• [Task goal]: With no edits of any kind, print each record that follows.

- Opening Delimiter -

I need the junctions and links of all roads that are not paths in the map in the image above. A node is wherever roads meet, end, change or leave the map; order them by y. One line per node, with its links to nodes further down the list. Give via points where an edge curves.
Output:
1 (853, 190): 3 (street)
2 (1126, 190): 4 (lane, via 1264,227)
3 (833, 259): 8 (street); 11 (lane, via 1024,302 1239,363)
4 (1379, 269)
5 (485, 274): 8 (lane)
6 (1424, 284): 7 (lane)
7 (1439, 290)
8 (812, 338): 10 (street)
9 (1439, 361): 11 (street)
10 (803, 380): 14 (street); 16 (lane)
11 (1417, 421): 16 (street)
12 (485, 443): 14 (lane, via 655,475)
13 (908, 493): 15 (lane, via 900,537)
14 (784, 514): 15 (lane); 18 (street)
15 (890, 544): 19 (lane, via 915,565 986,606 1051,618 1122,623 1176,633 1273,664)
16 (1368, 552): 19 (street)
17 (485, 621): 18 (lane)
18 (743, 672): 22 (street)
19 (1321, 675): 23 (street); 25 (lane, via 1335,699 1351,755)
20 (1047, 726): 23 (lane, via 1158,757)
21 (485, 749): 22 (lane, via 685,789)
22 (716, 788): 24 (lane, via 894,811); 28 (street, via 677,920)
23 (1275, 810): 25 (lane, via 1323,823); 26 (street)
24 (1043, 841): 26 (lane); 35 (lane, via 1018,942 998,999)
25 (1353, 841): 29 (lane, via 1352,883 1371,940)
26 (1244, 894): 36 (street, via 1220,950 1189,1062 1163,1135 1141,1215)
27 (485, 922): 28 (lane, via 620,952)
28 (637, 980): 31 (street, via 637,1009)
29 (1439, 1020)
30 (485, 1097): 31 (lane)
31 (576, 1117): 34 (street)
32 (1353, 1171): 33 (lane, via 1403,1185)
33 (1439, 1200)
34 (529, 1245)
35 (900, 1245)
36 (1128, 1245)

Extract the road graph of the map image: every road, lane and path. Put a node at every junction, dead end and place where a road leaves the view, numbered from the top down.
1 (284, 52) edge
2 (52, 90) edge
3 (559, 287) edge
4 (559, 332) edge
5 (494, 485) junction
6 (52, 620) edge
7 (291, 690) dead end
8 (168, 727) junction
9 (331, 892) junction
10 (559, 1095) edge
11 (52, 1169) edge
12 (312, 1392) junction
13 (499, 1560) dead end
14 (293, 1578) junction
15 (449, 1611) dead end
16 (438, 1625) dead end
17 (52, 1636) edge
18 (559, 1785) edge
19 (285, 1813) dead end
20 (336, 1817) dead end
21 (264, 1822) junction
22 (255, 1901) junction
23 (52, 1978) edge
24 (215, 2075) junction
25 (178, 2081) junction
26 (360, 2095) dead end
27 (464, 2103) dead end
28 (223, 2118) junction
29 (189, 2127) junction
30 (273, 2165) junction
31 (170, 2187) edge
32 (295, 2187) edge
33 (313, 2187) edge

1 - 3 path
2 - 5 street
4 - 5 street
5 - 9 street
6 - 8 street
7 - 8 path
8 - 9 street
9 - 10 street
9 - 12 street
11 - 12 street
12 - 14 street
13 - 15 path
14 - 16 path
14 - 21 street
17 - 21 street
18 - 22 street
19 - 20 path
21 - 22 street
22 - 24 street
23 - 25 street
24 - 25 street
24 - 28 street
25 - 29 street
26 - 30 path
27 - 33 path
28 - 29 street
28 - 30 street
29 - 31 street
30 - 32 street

- Closing Delimiter -

• [Expected output]:
I need the junctions and links of all roads that are not paths in the map in the image above. A node is wherever roads meet, end, change or leave the map; order them by y. One line per node, with its links to nodes further down the list. Give via points where an edge curves.
Output:
1 (853, 190): 3 (street)
2 (1126, 190): 4 (lane, via 1264,227)
3 (833, 259): 8 (street); 11 (lane, via 1024,302 1239,363)
4 (1379, 269)
5 (485, 274): 8 (lane)
6 (1424, 284): 7 (lane)
7 (1439, 290)
8 (812, 338): 10 (street)
9 (1439, 361): 11 (street)
10 (803, 380): 14 (street); 16 (lane)
11 (1417, 421): 16 (street)
12 (485, 443): 14 (lane, via 655,475)
13 (908, 493): 15 (lane, via 900,537)
14 (784, 514): 15 (lane); 18 (street)
15 (890, 544): 19 (lane, via 915,565 986,606 1051,618 1122,623 1176,633 1273,664)
16 (1368, 552): 19 (street)
17 (485, 621): 18 (lane)
18 (743, 672): 22 (street)
19 (1321, 675): 23 (street); 25 (lane, via 1335,699 1351,755)
20 (1047, 726): 23 (lane, via 1158,757)
21 (485, 749): 22 (lane, via 685,789)
22 (716, 788): 24 (lane, via 894,811); 28 (street, via 677,920)
23 (1275, 810): 25 (lane, via 1323,823); 26 (street)
24 (1043, 841): 26 (lane); 35 (lane, via 1018,942 998,999)
25 (1353, 841): 29 (lane, via 1352,883 1371,940)
26 (1244, 894): 36 (street, via 1220,950 1189,1062 1163,1135 1141,1215)
27 (485, 922): 28 (lane, via 620,952)
28 (637, 980): 31 (street, via 637,1009)
29 (1439, 1020)
30 (485, 1097): 31 (lane)
31 (576, 1117): 34 (street)
32 (1353, 1171): 33 (lane, via 1403,1185)
33 (1439, 1200)
34 (529, 1245)
35 (900, 1245)
36 (1128, 1245)

Extract the road graph of the map image: every road, lane and path. Put a node at every junction, dead end and place where a road leaves the view, numbered from the top down.
1 (284, 52) edge
2 (52, 90) edge
3 (559, 287) edge
4 (559, 332) edge
5 (494, 485) junction
6 (52, 620) edge
7 (291, 690) dead end
8 (168, 727) junction
9 (331, 892) junction
10 (559, 1095) edge
11 (52, 1169) edge
12 (312, 1392) junction
13 (499, 1560) dead end
14 (293, 1578) junction
15 (449, 1611) dead end
16 (438, 1625) dead end
17 (52, 1636) edge
18 (559, 1785) edge
19 (285, 1813) dead end
20 (336, 1817) dead end
21 (264, 1822) junction
22 (255, 1901) junction
23 (52, 1978) edge
24 (215, 2075) junction
25 (178, 2081) junction
26 (360, 2095) dead end
27 (464, 2103) dead end
28 (223, 2118) junction
29 (189, 2127) junction
30 (273, 2165) junction
31 (170, 2187) edge
32 (295, 2187) edge
33 (313, 2187) edge

1 - 3 path
2 - 5 street
4 - 5 street
5 - 9 street
6 - 8 street
7 - 8 path
8 - 9 street
9 - 10 street
9 - 12 street
11 - 12 street
12 - 14 street
13 - 15 path
14 - 16 path
14 - 21 street
17 - 21 street
18 - 22 street
19 - 20 path
21 - 22 street
22 - 24 street
23 - 25 street
24 - 25 street
24 - 28 street
25 - 29 street
26 - 30 path
27 - 33 path
28 - 29 street
28 - 30 street
29 - 31 street
30 - 32 street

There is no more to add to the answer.